Enquanto a polícia investiga a autoria de panfletos de conotação racista contra judeus, distribuídos em casas dos jardins Paraíso e São Fernando, há 45 anos, quando Campinas era civilizada e seus professores, como nossos pais, acontecia este momento sublime numa sala de aula:

“Um fato marcou muito minha vida. Em 1960, segunda série ginasial, estudávamos Latim com dona Zilda Kaplan, no Colégio ‘Culto à Ciência’. Foi uma das professoras que mais me cativaram, pela calma, serenidade e extrema educação. Era filha de um  destacado comerciante de móveis de Campinas, o sr. Ela Kaplan. Naquela época, o cinema explorava demais temas da Segunda Guerra, ainda frescos na memória das pessoas. Esses filmes nos fascinavam — aos garotos particularmente. Num dos intervalos de aula, alguém desenhou na lousa uma suástica e escreveu frases agressivas em um suposto alemão, muito ouvidas nos filmes. Na inocência dos 12 ou 13 anos, penso que ele nem tinha idéia do que fazia, tampouco de que justamente aquele intervalo antecedia a uma aula da dona Zilda, cuja família havia sofrido os horrores da perseguição aos judeus, na Europa.

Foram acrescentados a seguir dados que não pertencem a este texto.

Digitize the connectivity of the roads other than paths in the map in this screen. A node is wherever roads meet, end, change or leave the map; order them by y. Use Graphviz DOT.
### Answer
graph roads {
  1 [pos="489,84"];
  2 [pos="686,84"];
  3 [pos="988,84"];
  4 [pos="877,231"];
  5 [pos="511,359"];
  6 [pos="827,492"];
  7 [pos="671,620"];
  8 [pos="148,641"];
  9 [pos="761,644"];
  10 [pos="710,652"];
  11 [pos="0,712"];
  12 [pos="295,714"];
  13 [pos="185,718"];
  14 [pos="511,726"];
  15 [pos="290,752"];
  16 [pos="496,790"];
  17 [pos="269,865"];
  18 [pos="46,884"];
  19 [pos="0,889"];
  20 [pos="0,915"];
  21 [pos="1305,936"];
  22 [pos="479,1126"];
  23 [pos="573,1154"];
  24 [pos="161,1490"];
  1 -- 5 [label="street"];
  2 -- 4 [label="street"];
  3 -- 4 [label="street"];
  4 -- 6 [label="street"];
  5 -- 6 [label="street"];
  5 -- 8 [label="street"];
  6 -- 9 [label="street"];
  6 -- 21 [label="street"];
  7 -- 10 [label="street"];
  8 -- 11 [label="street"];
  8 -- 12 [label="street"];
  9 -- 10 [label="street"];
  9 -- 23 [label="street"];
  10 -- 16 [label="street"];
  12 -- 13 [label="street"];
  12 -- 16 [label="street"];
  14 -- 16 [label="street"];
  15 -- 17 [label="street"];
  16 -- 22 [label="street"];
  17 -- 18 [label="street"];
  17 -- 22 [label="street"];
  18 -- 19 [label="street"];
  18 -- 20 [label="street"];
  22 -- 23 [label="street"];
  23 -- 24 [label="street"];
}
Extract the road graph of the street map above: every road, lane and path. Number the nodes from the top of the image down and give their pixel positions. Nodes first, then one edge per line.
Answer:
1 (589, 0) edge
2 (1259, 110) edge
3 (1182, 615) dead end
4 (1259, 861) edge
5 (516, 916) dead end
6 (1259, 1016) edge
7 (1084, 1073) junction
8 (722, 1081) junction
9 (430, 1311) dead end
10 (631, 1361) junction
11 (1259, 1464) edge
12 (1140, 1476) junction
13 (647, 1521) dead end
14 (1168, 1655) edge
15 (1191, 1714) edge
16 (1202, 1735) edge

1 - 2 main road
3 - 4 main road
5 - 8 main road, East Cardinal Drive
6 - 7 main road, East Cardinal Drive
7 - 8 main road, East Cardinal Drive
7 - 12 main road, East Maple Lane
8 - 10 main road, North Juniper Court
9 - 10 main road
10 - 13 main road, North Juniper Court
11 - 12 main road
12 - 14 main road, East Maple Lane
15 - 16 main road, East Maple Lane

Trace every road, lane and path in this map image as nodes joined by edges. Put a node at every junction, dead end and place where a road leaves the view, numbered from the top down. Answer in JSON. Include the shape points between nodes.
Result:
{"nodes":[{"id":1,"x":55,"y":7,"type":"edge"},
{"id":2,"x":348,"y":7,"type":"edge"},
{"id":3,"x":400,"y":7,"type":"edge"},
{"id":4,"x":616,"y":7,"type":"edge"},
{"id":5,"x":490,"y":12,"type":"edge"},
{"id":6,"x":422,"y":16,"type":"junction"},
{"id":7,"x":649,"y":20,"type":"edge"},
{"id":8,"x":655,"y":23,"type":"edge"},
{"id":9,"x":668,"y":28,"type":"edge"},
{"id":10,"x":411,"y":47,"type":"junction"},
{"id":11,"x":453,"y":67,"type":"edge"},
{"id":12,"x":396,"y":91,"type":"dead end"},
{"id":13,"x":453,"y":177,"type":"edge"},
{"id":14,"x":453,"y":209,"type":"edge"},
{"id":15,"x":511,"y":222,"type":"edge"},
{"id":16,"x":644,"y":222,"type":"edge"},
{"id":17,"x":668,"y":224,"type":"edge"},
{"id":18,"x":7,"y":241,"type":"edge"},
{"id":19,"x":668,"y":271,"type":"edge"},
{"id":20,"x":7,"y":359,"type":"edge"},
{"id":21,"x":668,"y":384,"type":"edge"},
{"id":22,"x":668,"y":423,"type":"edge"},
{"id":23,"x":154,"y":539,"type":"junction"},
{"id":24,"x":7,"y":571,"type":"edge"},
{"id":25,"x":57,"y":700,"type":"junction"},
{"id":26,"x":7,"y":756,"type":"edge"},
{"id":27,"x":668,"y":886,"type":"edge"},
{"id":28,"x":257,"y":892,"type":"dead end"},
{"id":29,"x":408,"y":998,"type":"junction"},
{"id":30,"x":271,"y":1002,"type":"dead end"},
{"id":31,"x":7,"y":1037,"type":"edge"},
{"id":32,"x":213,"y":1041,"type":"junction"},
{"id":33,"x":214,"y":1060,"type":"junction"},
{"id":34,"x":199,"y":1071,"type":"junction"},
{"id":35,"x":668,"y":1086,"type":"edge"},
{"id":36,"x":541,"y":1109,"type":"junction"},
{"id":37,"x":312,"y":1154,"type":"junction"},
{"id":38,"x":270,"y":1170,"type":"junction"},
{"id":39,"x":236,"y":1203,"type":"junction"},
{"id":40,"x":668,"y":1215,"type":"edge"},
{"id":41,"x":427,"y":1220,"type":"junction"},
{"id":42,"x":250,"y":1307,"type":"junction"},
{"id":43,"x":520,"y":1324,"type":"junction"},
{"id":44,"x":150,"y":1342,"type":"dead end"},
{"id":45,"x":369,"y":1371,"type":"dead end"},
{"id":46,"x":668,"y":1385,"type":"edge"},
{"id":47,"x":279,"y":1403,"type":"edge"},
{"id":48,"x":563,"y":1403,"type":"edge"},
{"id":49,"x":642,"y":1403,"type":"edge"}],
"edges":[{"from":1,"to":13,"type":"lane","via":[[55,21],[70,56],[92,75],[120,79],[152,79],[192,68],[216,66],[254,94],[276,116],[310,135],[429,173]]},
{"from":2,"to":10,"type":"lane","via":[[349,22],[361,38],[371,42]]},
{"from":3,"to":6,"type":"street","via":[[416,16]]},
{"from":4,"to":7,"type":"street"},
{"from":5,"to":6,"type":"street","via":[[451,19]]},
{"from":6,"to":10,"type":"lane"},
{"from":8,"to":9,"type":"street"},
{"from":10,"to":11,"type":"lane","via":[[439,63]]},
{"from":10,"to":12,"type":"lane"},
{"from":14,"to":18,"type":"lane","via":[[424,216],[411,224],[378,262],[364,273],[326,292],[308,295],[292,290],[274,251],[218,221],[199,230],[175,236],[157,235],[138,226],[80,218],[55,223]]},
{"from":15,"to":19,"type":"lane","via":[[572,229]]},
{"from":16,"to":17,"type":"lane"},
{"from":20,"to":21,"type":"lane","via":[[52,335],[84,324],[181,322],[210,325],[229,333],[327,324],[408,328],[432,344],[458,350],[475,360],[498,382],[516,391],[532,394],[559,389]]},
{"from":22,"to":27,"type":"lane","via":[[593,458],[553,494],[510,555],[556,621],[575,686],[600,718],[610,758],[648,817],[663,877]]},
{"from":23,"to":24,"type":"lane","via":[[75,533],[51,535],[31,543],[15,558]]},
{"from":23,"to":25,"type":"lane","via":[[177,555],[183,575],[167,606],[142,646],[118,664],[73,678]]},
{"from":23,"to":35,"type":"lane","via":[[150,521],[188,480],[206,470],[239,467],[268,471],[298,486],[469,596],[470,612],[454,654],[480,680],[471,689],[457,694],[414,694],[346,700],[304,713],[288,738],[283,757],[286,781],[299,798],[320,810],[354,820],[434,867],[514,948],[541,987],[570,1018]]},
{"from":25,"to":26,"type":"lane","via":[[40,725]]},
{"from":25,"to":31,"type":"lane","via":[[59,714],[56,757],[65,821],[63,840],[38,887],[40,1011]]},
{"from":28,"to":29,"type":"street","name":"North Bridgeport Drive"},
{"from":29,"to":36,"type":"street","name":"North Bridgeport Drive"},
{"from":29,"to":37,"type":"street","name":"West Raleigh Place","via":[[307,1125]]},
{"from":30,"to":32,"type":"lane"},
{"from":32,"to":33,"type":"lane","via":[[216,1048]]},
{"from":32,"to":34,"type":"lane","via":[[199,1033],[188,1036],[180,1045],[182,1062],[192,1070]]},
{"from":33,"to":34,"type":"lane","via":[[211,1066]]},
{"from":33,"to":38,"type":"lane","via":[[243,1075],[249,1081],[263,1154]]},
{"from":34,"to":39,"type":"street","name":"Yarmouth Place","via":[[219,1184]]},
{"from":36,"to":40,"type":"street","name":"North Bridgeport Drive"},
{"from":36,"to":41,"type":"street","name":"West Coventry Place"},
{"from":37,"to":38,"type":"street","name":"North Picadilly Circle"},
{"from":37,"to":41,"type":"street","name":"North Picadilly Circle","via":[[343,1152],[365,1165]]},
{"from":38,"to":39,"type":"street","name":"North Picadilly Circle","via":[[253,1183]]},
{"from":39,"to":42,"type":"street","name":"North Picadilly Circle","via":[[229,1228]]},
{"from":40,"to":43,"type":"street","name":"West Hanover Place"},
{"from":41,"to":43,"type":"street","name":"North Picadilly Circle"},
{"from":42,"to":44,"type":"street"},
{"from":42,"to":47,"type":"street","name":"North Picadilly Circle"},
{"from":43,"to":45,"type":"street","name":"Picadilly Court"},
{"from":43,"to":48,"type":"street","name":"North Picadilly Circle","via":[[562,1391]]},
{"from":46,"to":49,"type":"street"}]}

Ao entrar na sala (costumo dizer que dona Zilda não andava, ela singrava… tamanha sua delicadeza), ela teve de reparar na lousa. Transtornou-se  momentaneamente, sentou-se, fez a chamada, e delicadamente solicitou que alguém apagasse a lousa, o que não era seu costume. Notávamos que algo estava errado com ela. Após uma reflexão de minutos, e um silêncio terrível que se seguiu, dona Zilda iniciou uma explanação sobre o que o nazismo significou para o mundo e especialmente para o seu povo. Pena que, na época, não havia a chance de perpetuar, em fita gravada, aquele sublime depoimento. Arrancou lágrimas até dos mais desinteressados. Muitos de nós, creio, nunca tiveram oportunidade de ouvir relatos tão reais e comoventes. Naquele dia, não tivemos uma aula de Latim, mas uma aula de vida. Uma lição de sobrevivência. Carlos Francisco de Paula Neto”.

Pregado no poste: “Imprescindível é a honestidade, Lulla!”